Exercise:
Each entry below needs to be reproduced exactly as given.

══ Provided entries

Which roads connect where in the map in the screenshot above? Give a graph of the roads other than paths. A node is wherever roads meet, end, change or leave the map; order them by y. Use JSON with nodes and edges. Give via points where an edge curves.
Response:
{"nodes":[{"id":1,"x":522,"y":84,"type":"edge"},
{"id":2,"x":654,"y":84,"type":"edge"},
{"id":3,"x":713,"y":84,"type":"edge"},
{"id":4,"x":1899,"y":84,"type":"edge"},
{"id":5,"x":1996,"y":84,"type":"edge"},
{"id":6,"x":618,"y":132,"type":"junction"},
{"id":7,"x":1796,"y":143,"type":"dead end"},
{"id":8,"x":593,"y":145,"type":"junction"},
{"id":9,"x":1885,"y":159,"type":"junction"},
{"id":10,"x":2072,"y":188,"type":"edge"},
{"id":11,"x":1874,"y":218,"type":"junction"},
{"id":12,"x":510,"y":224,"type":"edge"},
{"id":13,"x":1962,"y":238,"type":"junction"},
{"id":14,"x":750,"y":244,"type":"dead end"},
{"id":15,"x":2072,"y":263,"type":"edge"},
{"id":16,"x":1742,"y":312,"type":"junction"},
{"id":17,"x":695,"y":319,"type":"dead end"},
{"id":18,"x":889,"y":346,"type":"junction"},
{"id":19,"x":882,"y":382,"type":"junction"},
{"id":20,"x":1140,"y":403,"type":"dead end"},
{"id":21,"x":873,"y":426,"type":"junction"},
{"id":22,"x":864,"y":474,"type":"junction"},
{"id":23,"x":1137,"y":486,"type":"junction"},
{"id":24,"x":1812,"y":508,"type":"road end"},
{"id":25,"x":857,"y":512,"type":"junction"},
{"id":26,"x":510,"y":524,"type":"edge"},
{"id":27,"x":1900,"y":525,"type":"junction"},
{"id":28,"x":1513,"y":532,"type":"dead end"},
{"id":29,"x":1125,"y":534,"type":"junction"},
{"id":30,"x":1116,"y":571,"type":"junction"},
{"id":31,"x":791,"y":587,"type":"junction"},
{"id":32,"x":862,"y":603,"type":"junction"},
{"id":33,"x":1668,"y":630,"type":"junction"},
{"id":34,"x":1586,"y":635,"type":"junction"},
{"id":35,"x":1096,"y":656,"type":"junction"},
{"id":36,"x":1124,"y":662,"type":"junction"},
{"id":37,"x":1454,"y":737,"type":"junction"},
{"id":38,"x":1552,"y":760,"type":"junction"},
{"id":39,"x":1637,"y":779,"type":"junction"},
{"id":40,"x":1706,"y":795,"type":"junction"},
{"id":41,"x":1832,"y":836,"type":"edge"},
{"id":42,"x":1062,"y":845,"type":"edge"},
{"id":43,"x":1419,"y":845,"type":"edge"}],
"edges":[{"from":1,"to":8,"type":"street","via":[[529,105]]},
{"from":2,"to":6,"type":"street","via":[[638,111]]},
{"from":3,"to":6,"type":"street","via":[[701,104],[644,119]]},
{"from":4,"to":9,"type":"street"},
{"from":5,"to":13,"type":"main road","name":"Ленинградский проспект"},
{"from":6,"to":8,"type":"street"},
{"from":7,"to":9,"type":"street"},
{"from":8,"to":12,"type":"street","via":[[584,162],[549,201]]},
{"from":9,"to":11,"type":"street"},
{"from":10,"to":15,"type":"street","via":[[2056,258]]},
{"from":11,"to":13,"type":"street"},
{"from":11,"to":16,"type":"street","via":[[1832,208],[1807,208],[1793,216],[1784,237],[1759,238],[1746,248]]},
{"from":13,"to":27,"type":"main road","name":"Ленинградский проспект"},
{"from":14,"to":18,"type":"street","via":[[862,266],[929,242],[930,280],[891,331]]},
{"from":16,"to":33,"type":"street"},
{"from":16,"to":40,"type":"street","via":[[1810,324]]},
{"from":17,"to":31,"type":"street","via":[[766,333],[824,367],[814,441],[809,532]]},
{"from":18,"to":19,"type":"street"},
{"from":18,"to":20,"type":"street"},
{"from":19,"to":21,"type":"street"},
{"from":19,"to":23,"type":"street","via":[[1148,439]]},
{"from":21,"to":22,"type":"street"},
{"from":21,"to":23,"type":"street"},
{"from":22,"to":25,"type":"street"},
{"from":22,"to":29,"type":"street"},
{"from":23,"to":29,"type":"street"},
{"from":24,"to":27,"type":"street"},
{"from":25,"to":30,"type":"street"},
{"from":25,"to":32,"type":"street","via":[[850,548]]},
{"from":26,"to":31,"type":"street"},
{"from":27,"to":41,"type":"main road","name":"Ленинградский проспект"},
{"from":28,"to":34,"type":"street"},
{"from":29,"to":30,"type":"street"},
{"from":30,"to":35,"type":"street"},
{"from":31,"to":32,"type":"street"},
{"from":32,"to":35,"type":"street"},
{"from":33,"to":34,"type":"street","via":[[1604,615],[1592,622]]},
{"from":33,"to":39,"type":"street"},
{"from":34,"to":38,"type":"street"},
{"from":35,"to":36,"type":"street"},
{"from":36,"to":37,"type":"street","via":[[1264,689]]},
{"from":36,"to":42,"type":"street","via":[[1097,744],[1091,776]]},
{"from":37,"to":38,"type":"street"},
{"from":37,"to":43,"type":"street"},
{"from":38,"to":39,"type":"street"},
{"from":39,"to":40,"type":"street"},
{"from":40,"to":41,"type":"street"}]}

════

Answer box:
Which roads connect where in the map in the screenshot above? Give a graph of the roads other than paths. A node is wherever roads meet, end, change or leave the map; order them by y. Use JSON with nodes and edges. Give via points where an edge curves.
Response:
{"nodes":[{"id":1,"x":522,"y":84,"type":"edge"},
{"id":2,"x":654,"y":84,"type":"edge"},
{"id":3,"x":713,"y":84,"type":"edge"},
{"id":4,"x":1899,"y":84,"type":"edge"},
{"id":5,"x":1996,"y":84,"type":"edge"},
{"id":6,"x":618,"y":132,"type":"junction"},
{"id":7,"x":1796,"y":143,"type":"dead end"},
{"id":8,"x":593,"y":145,"type":"junction"},
{"id":9,"x":1885,"y":159,"type":"junction"},
{"id":10,"x":2072,"y":188,"type":"edge"},
{"id":11,"x":1874,"y":218,"type":"junction"},
{"id":12,"x":510,"y":224,"type":"edge"},
{"id":13,"x":1962,"y":238,"type":"junction"},
{"id":14,"x":750,"y":244,"type":"dead end"},
{"id":15,"x":2072,"y":263,"type":"edge"},
{"id":16,"x":1742,"y":312,"type":"junction"},
{"id":17,"x":695,"y":319,"type":"dead end"},
{"id":18,"x":889,"y":346,"type":"junction"},
{"id":19,"x":882,"y":382,"type":"junction"},
{"id":20,"x":1140,"y":403,"type":"dead end"},
{"id":21,"x":873,"y":426,"type":"junction"},
{"id":22,"x":864,"y":474,"type":"junction"},
{"id":23,"x":1137,"y":486,"type":"junction"},
{"id":24,"x":1812,"y":508,"type":"road end"},
{"id":25,"x":857,"y":512,"type":"junction"},
{"id":26,"x":510,"y":524,"type":"edge"},
{"id":27,"x":1900,"y":525,"type":"junction"},
{"id":28,"x":1513,"y":532,"type":"dead end"},
{"id":29,"x":1125,"y":534,"type":"junction"},
{"id":30,"x":1116,"y":571,"type":"junction"},
{"id":31,"x":791,"y":587,"type":"junction"},
{"id":32,"x":862,"y":603,"type":"junction"},
{"id":33,"x":1668,"y":630,"type":"junction"},
{"id":34,"x":1586,"y":635,"type":"junction"},
{"id":35,"x":1096,"y":656,"type":"junction"},
{"id":36,"x":1124,"y":662,"type":"junction"},
{"id":37,"x":1454,"y":737,"type":"junction"},
{"id":38,"x":1552,"y":760,"type":"junction"},
{"id":39,"x":1637,"y":779,"type":"junction"},
{"id":40,"x":1706,"y":795,"type":"junction"},
{"id":41,"x":1832,"y":836,"type":"edge"},
{"id":42,"x":1062,"y":845,"type":"edge"},
{"id":43,"x":1419,"y":845,"type":"edge"}],
"edges":[{"from":1,"to":8,"type":"street","via":[[529,105]]},
{"from":2,"to":6,"type":"street","via":[[638,111]]},
{"from":3,"to":6,"type":"street","via":[[701,104],[644,119]]},
{"from":4,"to":9,"type":"street"},
{"from":5,"to":13,"type":"main road","name":"Ленинградский проспект"},
{"from":6,"to":8,"type":"street"},
{"from":7,"to":9,"type":"street"},
{"from":8,"to":12,"type":"street","via":[[584,162],[549,201]]},
{"from":9,"to":11,"type":"street"},
{"from":10,"to":15,"type":"street","via":[[2056,258]]},
{"from":11,"to":13,"type":"street"},
{"from":11,"to":16,"type":"street","via":[[1832,208],[1807,208],[1793,216],[1784,237],[1759,238],[1746,248]]},
{"from":13,"to":27,"type":"main road","name":"Ленинградский проспект"},
{"from":14,"to":18,"type":"street","via":[[862,266],[929,242],[930,280],[891,331]]},
{"from":16,"to":33,"type":"street"},
{"from":16,"to":40,"type":"street","via":[[1810,324]]},
{"from":17,"to":31,"type":"street","via":[[766,333],[824,367],[814,441],[809,532]]},
{"from":18,"to":19,"type":"street"},
{"from":18,"to":20,"type":"street"},
{"from":19,"to":21,"type":"street"},
{"from":19,"to":23,"type":"street","via":[[1148,439]]},
{"from":21,"to":22,"type":"street"},
{"from":21,"to":23,"type":"street"},
{"from":22,"to":25,"type":"street"},
{"from":22,"to":29,"type":"street"},
{"from":23,"to":29,"type":"street"},
{"from":24,"to":27,"type":"street"},
{"from":25,"to":30,"type":"street"},
{"from":25,"to":32,"type":"street","via":[[850,548]]},
{"from":26,"to":31,"type":"street"},
{"from":27,"to":41,"type":"main road","name":"Ленинградский проспект"},
{"from":28,"to":34,"type":"street"},
{"from":29,"to":30,"type":"street"},
{"from":30,"to":35,"type":"street"},
{"from":31,"to":32,"type":"street"},
{"from":32,"to":35,"type":"street"},
{"from":33,"to":34,"type":"street","via":[[1604,615],[1592,622]]},
{"from":33,"to":39,"type":"street"},
{"from":34,"to":38,"type":"street"},
{"from":35,"to":36,"type":"street"},
{"from":36,"to":37,"type":"street","via":[[1264,689]]},
{"from":36,"to":42,"type":"street","via":[[1097,744],[1091,776]]},
{"from":37,"to":38,"type":"street"},
{"from":37,"to":43,"type":"street"},
{"from":38,"to":39,"type":"street"},
{"from":39,"to":40,"type":"street"},
{"from":40,"to":41,"type":"street"}]}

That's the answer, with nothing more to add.